Nowhere has the spirit of globalization taken stronger root than in our Department of German. Since its establishment in 1958, this small but dynamic department has embraced a cosmopolitan vision, personified by its first chair, Victor Lange, a renowned German-born scholar who headed the International Association of Germanists. He brought its congress to Princeton in 1970, as well as a landmark meeting of the postwar German literary society, Gruppe 47. But even Professor Lange would, I think, be impressed by the myriad ways in which our undergraduates, graduate students, and faculty are building transatlantic bridges, not simply to enhance the study of German on our campus but to truly internationalize it. Indeed, under the leadership of Class of 1900 Professor of Modern Languages Michael Jennings and his colleagues, the intellectual boundaries between Germany and Princeton have all but disappeared.

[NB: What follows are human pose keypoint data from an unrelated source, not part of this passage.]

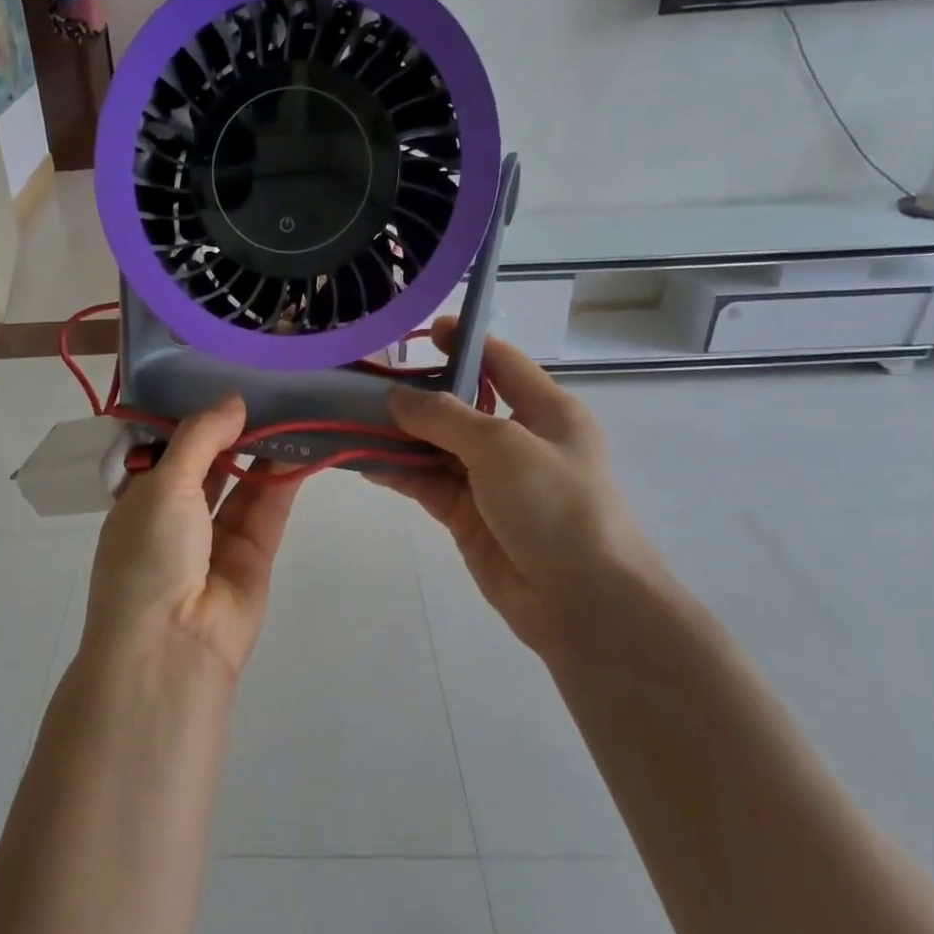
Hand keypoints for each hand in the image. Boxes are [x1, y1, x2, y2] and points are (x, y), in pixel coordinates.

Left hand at [82, 396, 303, 681]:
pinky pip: (267, 509)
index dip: (196, 418)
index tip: (225, 379)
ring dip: (263, 452)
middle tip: (267, 389)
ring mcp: (215, 539)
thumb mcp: (164, 484)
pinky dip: (282, 480)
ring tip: (291, 410)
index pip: (170, 449)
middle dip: (234, 432)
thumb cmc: (149, 555)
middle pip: (210, 464)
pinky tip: (301, 445)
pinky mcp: (253, 558)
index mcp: (140, 499)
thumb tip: (233, 400)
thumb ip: (201, 438)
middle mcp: (176, 517)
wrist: (171, 647)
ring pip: (243, 485)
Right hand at [373, 320, 657, 654]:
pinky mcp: (469, 516)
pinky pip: (427, 484)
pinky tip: (364, 462)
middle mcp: (518, 441)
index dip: (463, 343)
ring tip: (351, 419)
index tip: (421, 332)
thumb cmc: (555, 506)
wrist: (582, 601)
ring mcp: (491, 481)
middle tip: (365, 381)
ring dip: (398, 435)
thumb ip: (444, 416)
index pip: (500, 363)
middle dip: (416, 394)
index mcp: (546, 411)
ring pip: (436, 447)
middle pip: (460, 406)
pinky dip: (398, 472)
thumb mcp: (502, 446)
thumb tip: (397, 397)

In an inspired move, the department has created three “permanent visiting” professorships, allowing it to weave a group of eminent German scholars into the very fabric of its work over a three-year period, including two in-residence semesters. The first group to join us—from the University of Konstanz, the Humboldt University of Berlin, and the Center for Literary and Cultural Research in Berlin—greatly enriched the conversations on our campus, from 19th- and 20thcentury literature to feminist and poststructuralist theory. But they also became what Professor Jennings aptly calls “permanent beachheads” for our graduate students in their home universities in Germany, creating a degree of institutional and intellectual continuity between studies at home and abroad that is the envy of our peers.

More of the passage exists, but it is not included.